» **Goal of the exercise**
Type out the records that follow, exactly as given.

── Data to examine ──

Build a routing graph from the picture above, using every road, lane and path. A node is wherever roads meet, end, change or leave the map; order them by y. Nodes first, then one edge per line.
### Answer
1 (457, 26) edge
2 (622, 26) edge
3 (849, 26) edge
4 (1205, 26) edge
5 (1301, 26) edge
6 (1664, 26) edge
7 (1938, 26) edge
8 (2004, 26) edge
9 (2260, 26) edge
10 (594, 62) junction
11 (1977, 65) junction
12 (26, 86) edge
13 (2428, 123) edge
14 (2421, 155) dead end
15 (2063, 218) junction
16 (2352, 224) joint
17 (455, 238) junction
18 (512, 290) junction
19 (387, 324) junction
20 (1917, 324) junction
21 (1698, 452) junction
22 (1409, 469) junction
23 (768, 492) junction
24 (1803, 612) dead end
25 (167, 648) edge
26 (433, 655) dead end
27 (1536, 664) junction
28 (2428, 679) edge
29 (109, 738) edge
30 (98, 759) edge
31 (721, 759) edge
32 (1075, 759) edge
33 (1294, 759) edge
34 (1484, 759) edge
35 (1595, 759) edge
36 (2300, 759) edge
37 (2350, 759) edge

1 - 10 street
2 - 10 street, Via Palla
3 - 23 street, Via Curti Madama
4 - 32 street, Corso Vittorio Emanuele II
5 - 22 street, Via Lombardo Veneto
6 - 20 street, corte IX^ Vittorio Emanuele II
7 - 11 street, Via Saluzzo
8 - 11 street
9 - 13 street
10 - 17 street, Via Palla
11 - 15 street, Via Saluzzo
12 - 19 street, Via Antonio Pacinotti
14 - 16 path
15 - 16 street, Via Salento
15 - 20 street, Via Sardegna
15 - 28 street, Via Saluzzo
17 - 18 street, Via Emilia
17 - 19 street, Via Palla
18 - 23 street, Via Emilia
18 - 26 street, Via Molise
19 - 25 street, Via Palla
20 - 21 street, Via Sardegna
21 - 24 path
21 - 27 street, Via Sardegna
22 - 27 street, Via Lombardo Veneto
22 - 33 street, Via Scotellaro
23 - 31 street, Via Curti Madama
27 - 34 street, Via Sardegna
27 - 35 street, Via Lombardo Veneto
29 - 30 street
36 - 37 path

───

» **Task output**
Build a routing graph from the picture above, using every road, lane and path. A node is wherever roads meet, end, change or leave the map; order them by y. Nodes first, then one edge per line.
### Answer
1 (457, 26) edge
2 (622, 26) edge
3 (849, 26) edge
4 (1205, 26) edge
5 (1301, 26) edge
6 (1664, 26) edge
7 (1938, 26) edge
8 (2004, 26) edge
9 (2260, 26) edge
10 (594, 62) junction
11 (1977, 65) junction
12 (26, 86) edge
13 (2428, 123) edge
14 (2421, 155) dead end
15 (2063, 218) junction
16 (2352, 224) joint
17 (455, 238) junction
18 (512, 290) junction
19 (387, 324) junction
20 (1917, 324) junction
21 (1698, 452) junction
22 (1409, 469) junction
23 (768, 492) junction
24 (1803, 612) dead end
25 (167, 648) edge
26 (433, 655) dead end
27 (1536, 664) junction
28 (2428, 679) edge
29 (109, 738) edge
30 (98, 759) edge
31 (721, 759) edge
32 (1075, 759) edge
33 (1294, 759) edge
34 (1484, 759) edge
35 (1595, 759) edge
36 (2300, 759) edge
37 (2350, 759) edge

1 - 10 street
2 - 10 street, Via Palla
3 - 23 street, Via Curti Madama
4 - 32 street, Corso Vittorio Emanuele II
5 - 22 street, Via Lombardo Veneto
6 - 20 street, corte IX^ Vittorio Emanuele II
7 - 11 street, Via Saluzzo
8 - 11 street
9 - 13 street
10 - 17 street, Via Palla
11 - 15 street, Via Saluzzo
12 - 19 street, Via Antonio Pacinotti
14 - 16 path
15 - 16 street, Via Salento
15 - 20 street, Via Sardegna
15 - 28 street, Via Saluzzo
17 - 18 street, Via Emilia
17 - 19 street, Via Palla
18 - 23 street, Via Emilia
18 - 26 street, Via Molise
19 - 25 street, Via Palla
20 - 21 street, Via Sardegna
21 - 24 path
21 - 27 street, Via Sardegna
22 - 27 street, Via Lombardo Veneto
22 - 33 street, Via Scotellaro
23 - 31 street, Via Curti Madama
27 - 34 street, Via Sardegna
27 - 35 street, Via Lombardo Veneto
29 - 30 street
36 - 37 path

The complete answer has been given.